## Required action
Of all the lines below, output only those starting at the one with "pinky tip: (803, 899)" and ending at the one with "index dip: (1098, 817)", both ends included, exactly as written.

Entries taken from a collection
━━━━

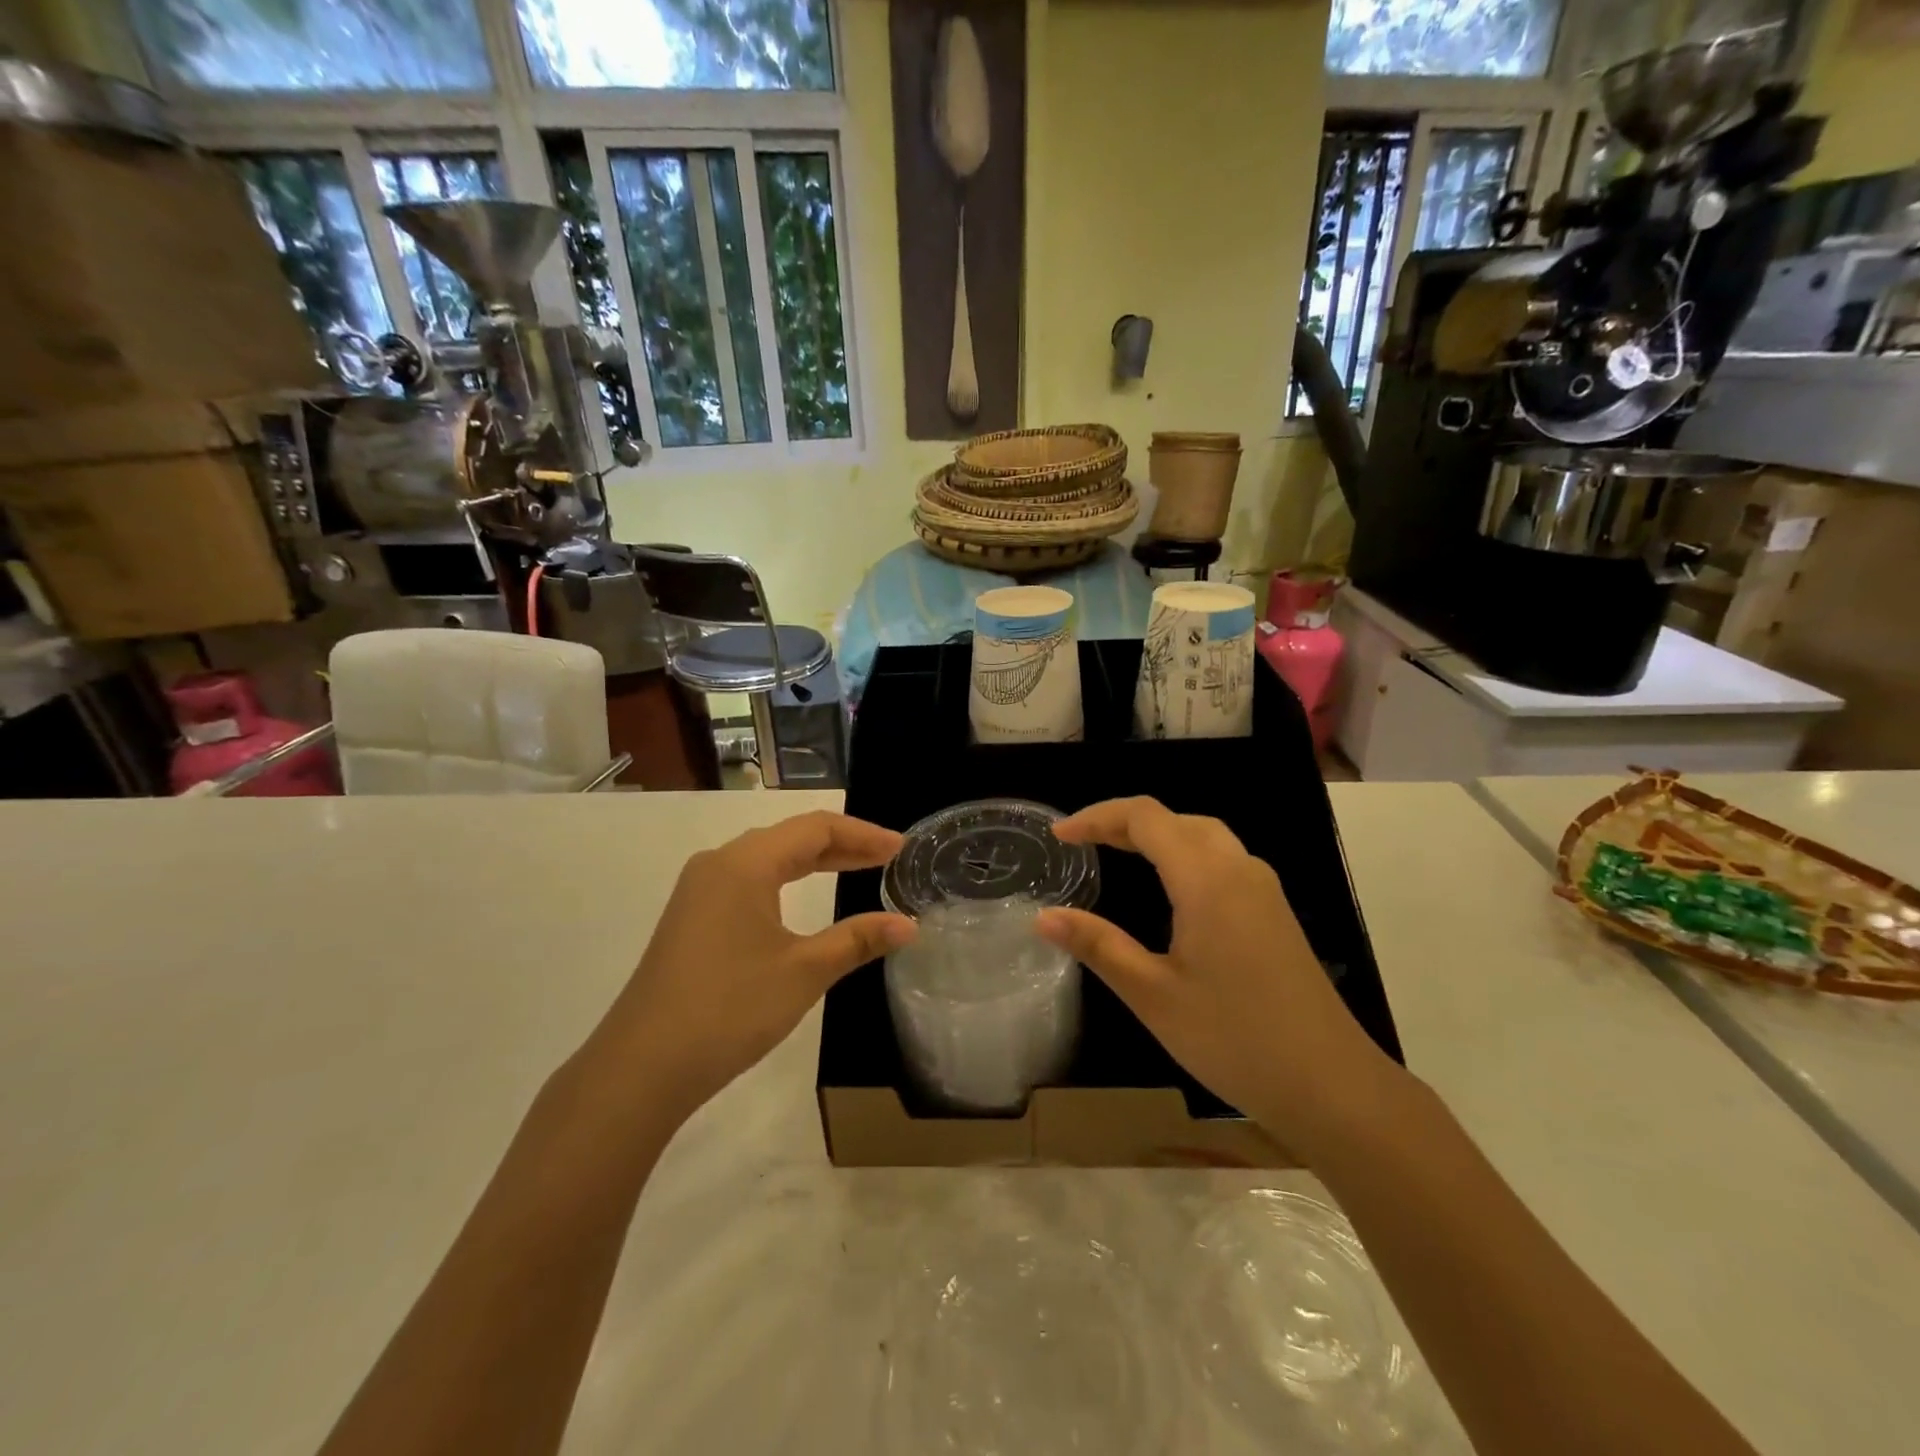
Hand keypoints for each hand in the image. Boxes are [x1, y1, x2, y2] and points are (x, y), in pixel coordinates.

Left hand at [589, 811, 915, 1121]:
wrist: (641, 1067)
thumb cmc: (729, 1009)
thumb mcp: (803, 972)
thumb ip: (857, 940)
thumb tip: (909, 925)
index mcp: (744, 864)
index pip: (815, 828)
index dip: (861, 834)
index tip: (899, 848)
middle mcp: (718, 864)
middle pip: (791, 837)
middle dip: (842, 845)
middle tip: (886, 857)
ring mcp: (699, 891)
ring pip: (768, 858)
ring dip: (814, 861)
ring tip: (856, 868)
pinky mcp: (692, 918)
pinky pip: (749, 880)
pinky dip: (787, 881)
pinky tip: (803, 899)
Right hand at [1035, 796, 1394, 1154]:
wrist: (1333, 1086)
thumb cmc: (1235, 1039)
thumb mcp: (1153, 994)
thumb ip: (1098, 946)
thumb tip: (1043, 916)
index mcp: (1206, 879)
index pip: (1145, 818)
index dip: (1098, 817)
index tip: (1060, 835)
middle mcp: (1239, 869)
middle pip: (1175, 819)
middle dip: (1124, 822)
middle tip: (1082, 843)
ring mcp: (1263, 890)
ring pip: (1203, 836)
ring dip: (1157, 835)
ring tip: (1116, 854)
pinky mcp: (1275, 912)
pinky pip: (1222, 859)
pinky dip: (1183, 854)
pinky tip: (1169, 889)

━━━━

## Worked solution
pinky tip: (803, 899)
Right hand at [1035, 796, 1394, 1154]:
wrist: (1333, 1086)
thumb cmc: (1235, 1039)
thumb mcp: (1153, 994)
thumb ip: (1098, 946)
thumb tip: (1043, 916)
index mcp: (1206, 879)
index pip: (1145, 818)
index dip: (1098, 817)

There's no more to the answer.